Il Pastore convoca i suoi amici che sono gli angeli e gli dice: Rallegratevi con me perché malgrado tutta la mia dolorosa Passione e Morte ho rapportato a casa un grande premio: l’uomo salvato dalla perdizione. E ci sarà più gioia in Cielo che per le novantanove giusti che non hanno bisogno di conversione: ossia per gli angeli che non hanno mai peccato, ma hanno solo perseverato nel bene.

In questo modo la parabola viene intesa nel senso soteriologico, rapportandosi a tutta l’economia della salvezza, ma si può intendere anche di ogni peccatore e di ogni uomo, perché la Passione e la Morte di Nostro Signore Gesù Cristo sono la causa di salvezza, e l’unica causa, per ognuno.

*

La parabola della drachma tratta ugualmente della salvezza dell’uomo. ‘Quale donna, se ha dieci drachme e ne perde una, non accende la lucerna e spazza la casa, cerca attentamente finché non la ritrova?’ La donna è la Chiesa, Sposa Immacolata di Nostro Signore Gesù Cristo, alla quale Egli ha affidato l’universalità degli eletti. La dracma è l’uomo su cui è impresso il sigillo del suo Re: cioè l’immagine e somiglianza di Dio. Se la Chiesa viene a perdere una di queste drachme affidate a le dal suo Maestro sovrano, la cerca con sollecitudine e diligenza nella polvere della ricchezze e nel fango dei piaceri impuri: ‘Spazza la casa e cerca attentamente finché non la ritrovi.’
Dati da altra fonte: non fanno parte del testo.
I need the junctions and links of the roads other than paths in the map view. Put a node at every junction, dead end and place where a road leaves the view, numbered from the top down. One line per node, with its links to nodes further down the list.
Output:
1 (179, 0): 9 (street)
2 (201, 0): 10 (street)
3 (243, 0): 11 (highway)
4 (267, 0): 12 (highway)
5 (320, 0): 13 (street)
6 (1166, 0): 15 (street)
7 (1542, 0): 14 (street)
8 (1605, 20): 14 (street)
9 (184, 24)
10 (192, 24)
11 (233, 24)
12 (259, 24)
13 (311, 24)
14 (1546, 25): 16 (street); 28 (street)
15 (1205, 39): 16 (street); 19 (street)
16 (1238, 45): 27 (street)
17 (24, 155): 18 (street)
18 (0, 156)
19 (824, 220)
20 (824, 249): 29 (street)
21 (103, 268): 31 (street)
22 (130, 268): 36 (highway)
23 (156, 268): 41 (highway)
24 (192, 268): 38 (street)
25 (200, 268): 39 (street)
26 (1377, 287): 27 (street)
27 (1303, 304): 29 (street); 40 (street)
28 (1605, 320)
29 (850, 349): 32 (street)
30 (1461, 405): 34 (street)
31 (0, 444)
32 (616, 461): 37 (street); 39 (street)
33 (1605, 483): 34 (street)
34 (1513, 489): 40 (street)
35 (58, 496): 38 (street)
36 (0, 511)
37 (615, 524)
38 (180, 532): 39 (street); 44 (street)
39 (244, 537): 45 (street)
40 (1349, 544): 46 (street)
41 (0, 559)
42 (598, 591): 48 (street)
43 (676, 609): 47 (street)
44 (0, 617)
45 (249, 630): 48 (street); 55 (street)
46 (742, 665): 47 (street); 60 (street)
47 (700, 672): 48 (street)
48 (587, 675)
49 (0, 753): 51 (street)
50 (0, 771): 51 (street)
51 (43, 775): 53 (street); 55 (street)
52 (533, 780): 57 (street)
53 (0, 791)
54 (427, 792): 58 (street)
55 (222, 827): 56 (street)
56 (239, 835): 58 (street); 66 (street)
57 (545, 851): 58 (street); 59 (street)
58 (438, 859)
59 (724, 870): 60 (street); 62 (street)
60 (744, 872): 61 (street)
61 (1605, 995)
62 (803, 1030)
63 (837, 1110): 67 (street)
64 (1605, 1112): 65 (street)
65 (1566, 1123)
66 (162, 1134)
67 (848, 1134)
Porta alla mano una lucerna che è la dottrina della verità, l’illuminazione dei buoni esempi, le esortazioni ardenti della Carità, oppure la lucerna è Nostro Signore Stesso brillante di uno splendore divino nell’argilla dell’umanità. Alle luce di questa lucerna, la Chiesa cerca le anime perdute e quando ne riacquista una, redenta dal Sangue del suo Maestro Divino, chiama i suoi vicini ed amici, che sono i santi del Cielo e della terra, per condividere la sua gioia e per ringraziarne il Signore.
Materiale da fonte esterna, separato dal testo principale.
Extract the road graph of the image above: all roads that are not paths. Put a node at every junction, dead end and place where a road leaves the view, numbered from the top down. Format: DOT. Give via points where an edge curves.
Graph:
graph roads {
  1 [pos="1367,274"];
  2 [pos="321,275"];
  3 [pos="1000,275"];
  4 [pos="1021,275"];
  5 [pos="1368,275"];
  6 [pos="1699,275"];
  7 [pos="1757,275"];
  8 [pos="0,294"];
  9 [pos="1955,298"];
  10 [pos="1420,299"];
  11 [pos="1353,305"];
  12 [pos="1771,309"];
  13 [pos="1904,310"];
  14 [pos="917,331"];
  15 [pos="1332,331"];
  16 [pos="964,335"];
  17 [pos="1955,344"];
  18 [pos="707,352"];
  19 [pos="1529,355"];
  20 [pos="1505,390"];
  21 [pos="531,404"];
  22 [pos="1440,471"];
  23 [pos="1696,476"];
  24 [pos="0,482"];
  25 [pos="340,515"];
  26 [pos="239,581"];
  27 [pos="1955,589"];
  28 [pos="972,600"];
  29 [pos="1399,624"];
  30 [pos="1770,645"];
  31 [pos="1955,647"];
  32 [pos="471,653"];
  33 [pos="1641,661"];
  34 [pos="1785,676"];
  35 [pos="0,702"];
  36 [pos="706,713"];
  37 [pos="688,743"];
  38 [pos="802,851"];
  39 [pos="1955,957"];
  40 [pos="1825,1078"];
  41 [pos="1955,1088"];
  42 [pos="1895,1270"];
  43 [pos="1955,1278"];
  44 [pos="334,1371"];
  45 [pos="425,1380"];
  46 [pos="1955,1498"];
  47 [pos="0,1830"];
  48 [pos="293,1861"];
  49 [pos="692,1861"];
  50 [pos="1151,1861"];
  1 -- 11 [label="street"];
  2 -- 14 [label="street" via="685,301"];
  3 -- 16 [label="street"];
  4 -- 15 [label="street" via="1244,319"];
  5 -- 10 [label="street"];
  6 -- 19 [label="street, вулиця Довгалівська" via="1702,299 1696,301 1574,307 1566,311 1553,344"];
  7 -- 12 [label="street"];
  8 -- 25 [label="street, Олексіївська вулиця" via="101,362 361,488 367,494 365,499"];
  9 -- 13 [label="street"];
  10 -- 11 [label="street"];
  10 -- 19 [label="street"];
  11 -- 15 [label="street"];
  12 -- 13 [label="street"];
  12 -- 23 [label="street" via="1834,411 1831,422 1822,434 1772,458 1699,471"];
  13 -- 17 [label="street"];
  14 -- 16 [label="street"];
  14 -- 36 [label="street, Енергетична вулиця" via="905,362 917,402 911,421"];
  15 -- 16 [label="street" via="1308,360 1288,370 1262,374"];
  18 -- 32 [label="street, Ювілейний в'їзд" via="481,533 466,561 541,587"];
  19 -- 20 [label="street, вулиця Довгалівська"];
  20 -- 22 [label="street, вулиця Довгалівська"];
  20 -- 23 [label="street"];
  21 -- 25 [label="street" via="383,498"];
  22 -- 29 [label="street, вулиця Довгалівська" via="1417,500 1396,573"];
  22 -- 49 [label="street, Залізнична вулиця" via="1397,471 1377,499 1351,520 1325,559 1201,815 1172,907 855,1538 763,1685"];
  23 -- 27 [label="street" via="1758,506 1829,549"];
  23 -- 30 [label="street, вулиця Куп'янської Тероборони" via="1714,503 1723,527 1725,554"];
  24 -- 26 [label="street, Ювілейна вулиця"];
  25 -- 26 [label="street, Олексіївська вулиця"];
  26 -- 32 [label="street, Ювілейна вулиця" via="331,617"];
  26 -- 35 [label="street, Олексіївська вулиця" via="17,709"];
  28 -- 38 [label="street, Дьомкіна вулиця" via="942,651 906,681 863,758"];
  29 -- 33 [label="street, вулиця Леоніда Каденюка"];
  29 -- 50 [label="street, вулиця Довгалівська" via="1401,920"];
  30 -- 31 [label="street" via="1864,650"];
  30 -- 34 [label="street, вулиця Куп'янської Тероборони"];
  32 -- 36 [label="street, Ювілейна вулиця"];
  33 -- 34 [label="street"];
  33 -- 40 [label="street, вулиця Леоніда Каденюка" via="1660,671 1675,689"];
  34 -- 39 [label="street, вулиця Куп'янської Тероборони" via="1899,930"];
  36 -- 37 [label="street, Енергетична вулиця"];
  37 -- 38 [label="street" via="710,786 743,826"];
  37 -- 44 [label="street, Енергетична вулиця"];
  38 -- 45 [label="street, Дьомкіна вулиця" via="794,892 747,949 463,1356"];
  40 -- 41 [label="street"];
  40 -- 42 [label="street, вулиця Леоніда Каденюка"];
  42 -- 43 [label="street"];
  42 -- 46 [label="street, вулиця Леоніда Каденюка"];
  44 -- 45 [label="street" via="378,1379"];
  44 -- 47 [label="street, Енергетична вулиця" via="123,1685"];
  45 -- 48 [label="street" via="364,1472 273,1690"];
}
Nella sua enciclica Haurietis Aquas sul Sacro Cuore di Gesù, papa Pio XII prende la parabola del Buon Pastore come esempio dell’amore di Nostro Signore Gesù Cristo verso gli uomini, simbolizzato dal Suo Sacro Cuore. Nostro Signore, di Cui il Nome sia sempre benedetto, va in cerca del peccatore, e lo chiama con la Sua voce dolce e grave: chiama san Giacomo e san Giovanni a seguirLo; chiama Giuda alla penitenza dopo il suo tradimento; chiama san Pietro con un guardo solo dopo i suoi rinnegamenti; chiama il giovane ricco che vuol vivere un compromesso col Mondo; chiama noi infine mediante la Sua Santa Chiesa, con la luce della Verità, dei buoni esempi, con le esortazioni alla virtù, e mediante la coscienza.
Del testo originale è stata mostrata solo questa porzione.